Is cat's ear the plant that looks a lot like dandelions and often grows near them? They are edible too... right?


----------



## stells (Dec 4, 2009)

Yep and yep....


----------



## stells (Dec 4, 2009)

Forgot about this site lol

More info here... and pics to make sure you have the right thing

http://www.thetortoisetable.org.uk/site/plants_19.asp?catID=81


----------



## Kymiie (Dec 4, 2009)

Cats ears do usually grow near dandilions, and also look like them but they have like a zig zag edge all round the plant!
Yep they are edible!

Let me know what they taste like XD


----------



## DoctorCosmonaut (Dec 4, 2009)

Any other plants that look like dandelions? Are they all edible?
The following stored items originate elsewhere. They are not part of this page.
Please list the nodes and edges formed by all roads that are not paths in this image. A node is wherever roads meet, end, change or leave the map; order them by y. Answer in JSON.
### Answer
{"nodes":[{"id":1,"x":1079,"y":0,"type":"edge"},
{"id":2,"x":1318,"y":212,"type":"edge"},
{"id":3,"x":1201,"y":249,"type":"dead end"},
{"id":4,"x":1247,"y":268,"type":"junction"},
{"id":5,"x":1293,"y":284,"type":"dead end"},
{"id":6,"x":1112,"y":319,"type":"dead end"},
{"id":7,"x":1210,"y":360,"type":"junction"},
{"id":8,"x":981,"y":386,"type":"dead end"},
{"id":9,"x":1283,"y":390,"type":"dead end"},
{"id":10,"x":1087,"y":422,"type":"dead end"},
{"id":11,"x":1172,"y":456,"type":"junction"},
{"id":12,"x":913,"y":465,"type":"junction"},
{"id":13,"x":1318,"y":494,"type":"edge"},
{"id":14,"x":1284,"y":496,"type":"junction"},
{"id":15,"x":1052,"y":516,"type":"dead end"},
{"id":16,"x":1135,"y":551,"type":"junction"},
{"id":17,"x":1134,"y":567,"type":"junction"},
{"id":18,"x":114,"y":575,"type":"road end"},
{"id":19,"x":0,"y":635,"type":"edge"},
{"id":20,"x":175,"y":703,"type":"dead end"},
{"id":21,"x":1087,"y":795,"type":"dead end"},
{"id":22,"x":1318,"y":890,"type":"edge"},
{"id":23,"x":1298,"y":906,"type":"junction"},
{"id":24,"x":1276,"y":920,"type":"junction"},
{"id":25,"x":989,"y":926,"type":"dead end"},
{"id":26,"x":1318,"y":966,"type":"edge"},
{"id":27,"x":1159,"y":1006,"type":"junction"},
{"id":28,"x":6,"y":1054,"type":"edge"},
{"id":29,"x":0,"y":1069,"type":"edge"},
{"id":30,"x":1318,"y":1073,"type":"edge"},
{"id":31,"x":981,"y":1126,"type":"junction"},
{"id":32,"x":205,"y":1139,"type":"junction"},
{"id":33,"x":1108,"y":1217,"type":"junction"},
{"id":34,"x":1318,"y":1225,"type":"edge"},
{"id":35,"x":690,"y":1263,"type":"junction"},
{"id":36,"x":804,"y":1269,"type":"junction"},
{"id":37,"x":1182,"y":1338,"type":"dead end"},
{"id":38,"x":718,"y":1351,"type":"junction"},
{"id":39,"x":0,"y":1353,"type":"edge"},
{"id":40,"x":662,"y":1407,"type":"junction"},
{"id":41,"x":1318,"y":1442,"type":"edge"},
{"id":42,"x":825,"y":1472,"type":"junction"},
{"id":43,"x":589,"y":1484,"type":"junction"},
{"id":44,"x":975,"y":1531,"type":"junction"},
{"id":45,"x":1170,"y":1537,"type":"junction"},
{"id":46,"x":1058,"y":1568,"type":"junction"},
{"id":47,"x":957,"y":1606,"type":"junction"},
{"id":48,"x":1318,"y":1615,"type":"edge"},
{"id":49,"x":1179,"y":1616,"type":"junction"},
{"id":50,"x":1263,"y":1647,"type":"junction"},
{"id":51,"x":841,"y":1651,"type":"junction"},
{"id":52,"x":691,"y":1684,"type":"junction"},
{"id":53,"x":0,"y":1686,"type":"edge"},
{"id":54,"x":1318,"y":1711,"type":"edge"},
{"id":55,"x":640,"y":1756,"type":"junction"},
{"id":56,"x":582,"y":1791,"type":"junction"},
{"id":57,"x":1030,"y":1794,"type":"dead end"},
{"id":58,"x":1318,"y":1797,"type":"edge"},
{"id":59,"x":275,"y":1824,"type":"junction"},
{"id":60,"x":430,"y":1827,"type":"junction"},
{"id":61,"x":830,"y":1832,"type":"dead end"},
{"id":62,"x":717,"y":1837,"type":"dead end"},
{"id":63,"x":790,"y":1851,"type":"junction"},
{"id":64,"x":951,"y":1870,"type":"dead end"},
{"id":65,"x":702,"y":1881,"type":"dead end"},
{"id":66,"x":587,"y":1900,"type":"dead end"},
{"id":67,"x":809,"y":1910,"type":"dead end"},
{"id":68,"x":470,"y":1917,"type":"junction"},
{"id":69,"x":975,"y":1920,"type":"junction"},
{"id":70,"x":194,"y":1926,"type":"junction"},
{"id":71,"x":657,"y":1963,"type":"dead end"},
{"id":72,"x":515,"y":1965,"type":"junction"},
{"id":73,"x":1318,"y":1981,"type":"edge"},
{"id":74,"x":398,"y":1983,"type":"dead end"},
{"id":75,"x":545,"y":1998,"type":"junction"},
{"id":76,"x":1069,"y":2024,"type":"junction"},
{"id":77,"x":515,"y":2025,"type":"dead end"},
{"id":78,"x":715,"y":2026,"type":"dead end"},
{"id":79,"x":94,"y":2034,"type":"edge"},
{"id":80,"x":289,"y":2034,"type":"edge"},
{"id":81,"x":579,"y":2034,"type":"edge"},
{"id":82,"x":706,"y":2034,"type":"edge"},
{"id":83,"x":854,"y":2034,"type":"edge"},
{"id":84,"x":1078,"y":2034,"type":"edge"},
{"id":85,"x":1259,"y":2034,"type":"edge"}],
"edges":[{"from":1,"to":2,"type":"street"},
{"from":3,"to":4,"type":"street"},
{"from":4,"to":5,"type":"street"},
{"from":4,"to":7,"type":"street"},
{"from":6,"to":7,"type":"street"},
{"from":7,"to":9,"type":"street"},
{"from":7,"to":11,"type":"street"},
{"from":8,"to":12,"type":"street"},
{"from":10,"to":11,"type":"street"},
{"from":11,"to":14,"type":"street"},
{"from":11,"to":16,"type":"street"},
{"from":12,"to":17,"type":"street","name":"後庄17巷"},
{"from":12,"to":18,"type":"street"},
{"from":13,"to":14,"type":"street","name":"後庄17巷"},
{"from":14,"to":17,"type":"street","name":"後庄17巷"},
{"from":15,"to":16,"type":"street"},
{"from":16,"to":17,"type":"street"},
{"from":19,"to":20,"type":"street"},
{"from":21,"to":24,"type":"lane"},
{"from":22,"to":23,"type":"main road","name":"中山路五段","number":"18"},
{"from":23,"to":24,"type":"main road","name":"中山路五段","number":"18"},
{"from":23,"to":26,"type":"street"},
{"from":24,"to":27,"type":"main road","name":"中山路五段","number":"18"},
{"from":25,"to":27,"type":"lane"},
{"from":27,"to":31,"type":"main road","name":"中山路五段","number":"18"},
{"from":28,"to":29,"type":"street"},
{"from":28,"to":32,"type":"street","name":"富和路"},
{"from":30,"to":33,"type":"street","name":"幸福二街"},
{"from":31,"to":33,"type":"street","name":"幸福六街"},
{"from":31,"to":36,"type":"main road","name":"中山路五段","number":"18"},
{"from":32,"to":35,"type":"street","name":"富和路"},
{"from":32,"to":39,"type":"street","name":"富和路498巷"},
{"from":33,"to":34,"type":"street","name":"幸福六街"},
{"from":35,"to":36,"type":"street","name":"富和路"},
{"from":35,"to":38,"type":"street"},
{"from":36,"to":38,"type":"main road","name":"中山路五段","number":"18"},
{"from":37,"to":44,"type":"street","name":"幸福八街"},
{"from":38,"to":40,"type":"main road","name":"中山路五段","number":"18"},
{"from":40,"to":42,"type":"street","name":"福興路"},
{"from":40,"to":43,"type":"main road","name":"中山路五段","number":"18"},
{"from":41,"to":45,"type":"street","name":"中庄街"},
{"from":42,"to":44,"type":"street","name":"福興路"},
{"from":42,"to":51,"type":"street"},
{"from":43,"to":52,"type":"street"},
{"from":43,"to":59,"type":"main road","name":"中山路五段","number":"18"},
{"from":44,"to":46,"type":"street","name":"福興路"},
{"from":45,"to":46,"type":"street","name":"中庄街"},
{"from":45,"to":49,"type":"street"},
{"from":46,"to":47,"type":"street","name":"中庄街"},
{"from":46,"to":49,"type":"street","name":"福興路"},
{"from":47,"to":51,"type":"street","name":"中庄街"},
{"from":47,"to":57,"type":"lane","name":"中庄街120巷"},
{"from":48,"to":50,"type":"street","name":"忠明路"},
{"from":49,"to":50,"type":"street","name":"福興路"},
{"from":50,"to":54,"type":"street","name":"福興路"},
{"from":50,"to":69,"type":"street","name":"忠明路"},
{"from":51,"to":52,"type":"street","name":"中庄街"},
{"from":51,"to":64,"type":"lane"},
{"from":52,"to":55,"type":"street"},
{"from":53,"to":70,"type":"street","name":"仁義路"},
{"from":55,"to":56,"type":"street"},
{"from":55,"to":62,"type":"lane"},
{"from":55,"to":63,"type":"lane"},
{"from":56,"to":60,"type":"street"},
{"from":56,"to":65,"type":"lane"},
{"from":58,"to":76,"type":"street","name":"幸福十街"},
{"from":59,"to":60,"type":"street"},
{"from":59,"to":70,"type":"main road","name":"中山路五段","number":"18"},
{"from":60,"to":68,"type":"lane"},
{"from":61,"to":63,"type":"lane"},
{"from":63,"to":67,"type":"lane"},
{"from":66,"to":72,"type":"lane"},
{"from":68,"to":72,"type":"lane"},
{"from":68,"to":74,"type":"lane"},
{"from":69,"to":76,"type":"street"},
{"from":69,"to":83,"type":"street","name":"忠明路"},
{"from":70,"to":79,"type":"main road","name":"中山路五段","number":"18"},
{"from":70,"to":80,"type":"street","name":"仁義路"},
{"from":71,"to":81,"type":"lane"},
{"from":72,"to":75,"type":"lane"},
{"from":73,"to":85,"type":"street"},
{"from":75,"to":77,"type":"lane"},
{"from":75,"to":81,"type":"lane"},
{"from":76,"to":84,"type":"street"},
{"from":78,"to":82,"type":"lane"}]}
Just want to be sure the next time I go collecting... Now I can maybe collect them all!


----------



## stells (Dec 5, 2009)

Hawksbeard flowers look similar to Dandelion.... also Sowthistle... just to name a couple

One not to feed that has flowers similar to Dandelion is Groundsel...


----------



## jasonlove83 (Dec 29, 2009)

Catsear (Hypochaeris radicata or Hypochoeris radicata), also known as flatweed cat's ear or false dandelion, is a perennial, low-lying edible herb often found in lawns. The plant is native to Europe, but has also been introduced to the Americas, Japan, Australia and New Zealand.


----------



## dmmj (Dec 29, 2009)

I'ts wrong for tortoises and turtles to eat cat's ear just wrong, think of all the earless kitties out there.


----------